Notes from Rendez-vous with French Cinema 2011
Having been going through something of film burnout that began midway through the New York Film Festival last year, I had planned to attend only a few screenings from this year's Rendez-vous with French Cinema as a way of working through the inertia. The film that finally succeeded in coaxing me out of hibernation was Benoît Jacquot's latest offering, Deep in the Woods. Jacquot's films have in one way or another examined the nature of identity and performance, and his previous film at Rendez-vous, Villa Amalia had struck a personal chord about the compulsion for anonymity and renunciation. Suffice it to say, I had high expectations for Deep in the Woods and it did not disappoint.
During the Q&A, Jacquot commented that the real-life inspiration for the film was a fait divers that had set a precedence for mental manipulation as a legal basis for criminal responsibility under French law. Ostensibly the story of Joséphine (Isild Le Besco), a pious young woman who abandons her privileged life to follow a coarse, mesmeric drifter, Timothée (Nahuel Perez Biscayart) across the provincial countryside, the film explores the grey area between identity and role, will and compulsion. Especially intriguing is the way Jacquot ambiguously frames seduction as a kind of mental sleight of hand - a performance (and an apparently nefarious one) intended to override free will. By capturing the shifting dynamics between the captor and captive, Jacquot poses a fascinating paradigm in defining the ephemeral nature of desire.
The question of identity and performance also forms the core of René Féret's period piece, Mozart's Sister. Based on the life of Mozart's older sister, Nannerl (Marie Féret), whose own ambitions and future had been subjugated to promote the international reputation and career of the young prodigy, the film finds kinship with Jacques Rivette's La Religieuse in capturing the stricture, captivity, and marginalization of women in eighteenth century society.
Based on Keith Ridgway's first novel (albeit translated from rural Ireland to Belgium), Martin Provost's The Long Falling is a thoughtful and provocative interrogation on guilt, culpability, and redemption. Tracing the trajectory of a middle-aged woman's (Yolande Moreau) attempt to break away from her abusive husband and reconnect with her estranged son (Eric Godon), the film elegantly captures the deeply rooted dysfunctional cruelty, repression, and psychological enabling that forges the heroine's transformation. Weighing the mother and son's violent reactions against past transgressions, The Long Falling exposes the inhumanity of inaction and instinctual self-preservation that underlies the moral ambiguity of a seemingly justifiable murder.

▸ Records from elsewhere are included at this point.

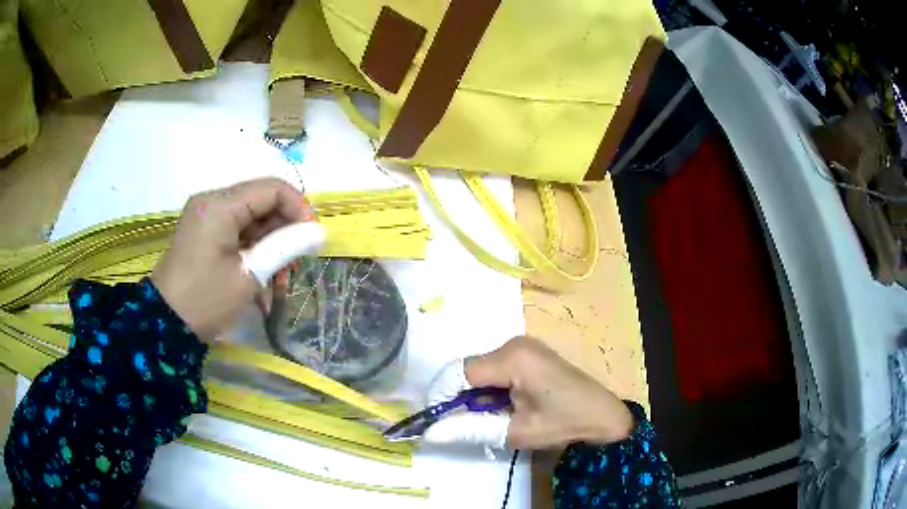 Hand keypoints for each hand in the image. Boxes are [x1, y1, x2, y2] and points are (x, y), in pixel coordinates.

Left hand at [151, 178, 314, 340]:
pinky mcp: (205, 235)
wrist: (164, 326)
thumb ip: (284, 247)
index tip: (313, 239)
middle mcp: (213, 202)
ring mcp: (207, 218)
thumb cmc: (205, 299)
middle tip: (295, 267)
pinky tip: (263, 284)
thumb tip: (317, 233)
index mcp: (220, 205)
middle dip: (285, 234)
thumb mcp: (249, 275)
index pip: (272, 189)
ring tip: (280, 283)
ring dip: (271, 249)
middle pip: (263, 203)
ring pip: (253, 221)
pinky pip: (239, 235)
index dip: (299, 209)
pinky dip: (254, 255)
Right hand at [423, 337, 633, 449]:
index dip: (442, 395)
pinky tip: (499, 407)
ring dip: (473, 394)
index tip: (434, 420)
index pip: (460, 372)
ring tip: (482, 419)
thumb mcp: (515, 432)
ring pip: (480, 369)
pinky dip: (488, 388)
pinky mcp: (528, 353)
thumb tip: (430, 431)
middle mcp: (514, 344)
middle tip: (459, 425)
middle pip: (469, 369)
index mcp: (513, 358)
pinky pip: (495, 368)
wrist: (603, 415)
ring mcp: (522, 346)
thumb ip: (470, 428)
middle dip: (458, 397)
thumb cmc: (564, 424) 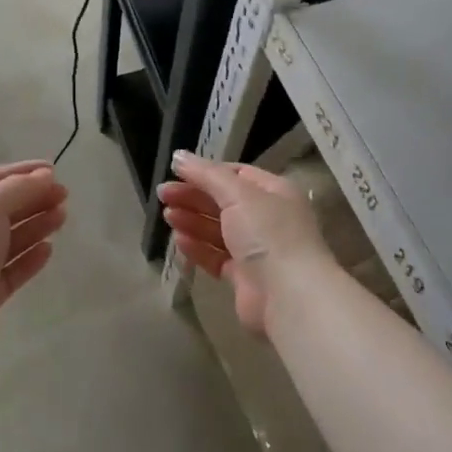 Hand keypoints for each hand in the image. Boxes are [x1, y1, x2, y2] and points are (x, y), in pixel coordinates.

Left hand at [0, 161, 67, 362]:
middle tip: (64, 196)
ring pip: (10, 239)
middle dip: (33, 198)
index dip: (20, 172)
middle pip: (2, 209)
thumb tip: (45, 176)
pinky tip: (49, 250)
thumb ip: (18, 188)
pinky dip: (30, 258)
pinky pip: (12, 270)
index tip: (53, 171)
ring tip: (62, 217)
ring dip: (36, 225)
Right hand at [159, 150, 332, 333]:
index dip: (206, 172)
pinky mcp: (244, 278)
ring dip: (192, 221)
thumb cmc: (268, 234)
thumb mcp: (238, 194)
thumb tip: (178, 156)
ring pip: (218, 230)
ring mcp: (256, 250)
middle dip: (193, 196)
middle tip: (162, 194)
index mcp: (274, 192)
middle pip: (223, 202)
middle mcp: (267, 218)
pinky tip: (179, 241)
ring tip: (167, 216)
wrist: (289, 296)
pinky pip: (216, 257)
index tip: (176, 172)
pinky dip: (198, 248)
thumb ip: (206, 174)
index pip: (236, 174) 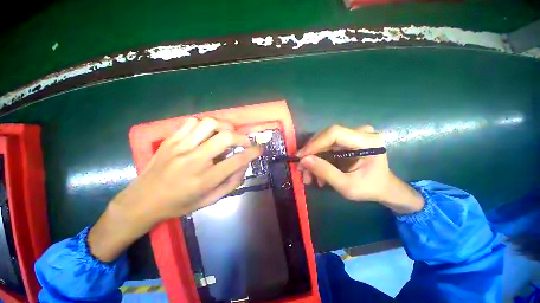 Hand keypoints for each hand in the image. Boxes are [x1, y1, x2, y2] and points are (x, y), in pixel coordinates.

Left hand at [126, 117, 261, 219]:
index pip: (237, 160)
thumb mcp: (210, 201)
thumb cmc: (180, 204)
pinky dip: (205, 124)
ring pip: (209, 123)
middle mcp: (194, 160)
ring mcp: (180, 147)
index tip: (260, 149)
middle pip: (225, 137)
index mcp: (205, 179)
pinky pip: (192, 122)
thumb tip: (244, 165)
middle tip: (245, 142)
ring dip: (224, 126)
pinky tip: (207, 133)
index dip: (253, 152)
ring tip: (227, 134)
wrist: (142, 201)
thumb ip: (231, 183)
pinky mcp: (170, 140)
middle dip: (242, 137)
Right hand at [297, 125, 423, 213]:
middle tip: (301, 168)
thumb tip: (303, 160)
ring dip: (313, 157)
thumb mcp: (347, 186)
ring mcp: (353, 135)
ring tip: (307, 175)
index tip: (301, 157)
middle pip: (326, 136)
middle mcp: (360, 133)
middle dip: (311, 153)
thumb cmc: (370, 188)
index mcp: (367, 141)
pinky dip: (318, 158)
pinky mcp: (347, 140)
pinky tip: (315, 172)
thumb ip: (325, 172)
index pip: (334, 133)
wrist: (384, 188)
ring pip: (323, 142)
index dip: (315, 143)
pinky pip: (327, 146) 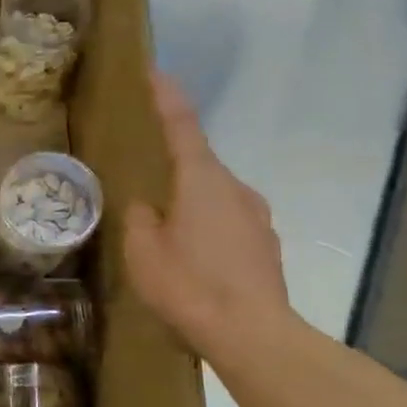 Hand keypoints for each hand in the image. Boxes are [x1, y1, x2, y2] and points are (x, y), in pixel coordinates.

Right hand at [125, 73, 292, 360]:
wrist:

The idea of defining one's identity while living under another person's shadow resurfaces in Eric Lartigau's The Big Picture. Based on the novel by Douglas Kennedy, the film chronicles the unraveling of a successful attorney (Romain Duris) after the collapse of his marriage. Striking the tone and tension of a Patricia Highsmith novel (as well as the moral ambiguity of the antihero), the film's attraction resides in Duris's subtly modulated performance in his ever-transforming persona as law partner, family man, fugitive, recluse, and photojournalist. Suggesting kinship with Jacquot's Villa Amalia in the narrative arc of an adrift protagonist traveling to a remote region in order to escape a life-altering trauma (this time, within the framework of a genre film), The Big Picture proves to be a competent, if unremarkable exploration of identity, fugue, and reinvention.
Ironically, the idea of constant reinvention also captures of Claude Lelouch's autoportrait, From One Film to Another. Admittedly, I had never been a great admirer of Lelouch's pastiche, uneven cinema. That said, Lelough's obviously deep love for the cinema and desire to continue to make each successive film unlike anything he had done before in the quixotic quest to make the perfect film made for an interesting biography. Opening with a jaw dropping archival footage of the young filmmaker racing through the streets of Paris by weaving his way through traffic, skidding through sharp turns, and barreling past red lights, Lelouch creates a metaphor for the kind of risk-taking, recklessness, and exhilaration that embody the spirit of his films. Having been figuratively born into the cinema with his parents meeting over Mark Sandrich's Top Hat - and subsequently hiding him from the Germans during occupied France by bringing him from one movie house to the next during the school day - Lelouch's unorthodox education has not only led him to embrace all forms of cinema, but also to try his hand at the different genres. Running the gamut from drama, to western, to romantic comedy, to musical, Lelouch's humorous and self-effacing survey of his film career reinforce the idiosyncrasy, audacity, and infectious enthusiasm that binds together his singular body of work.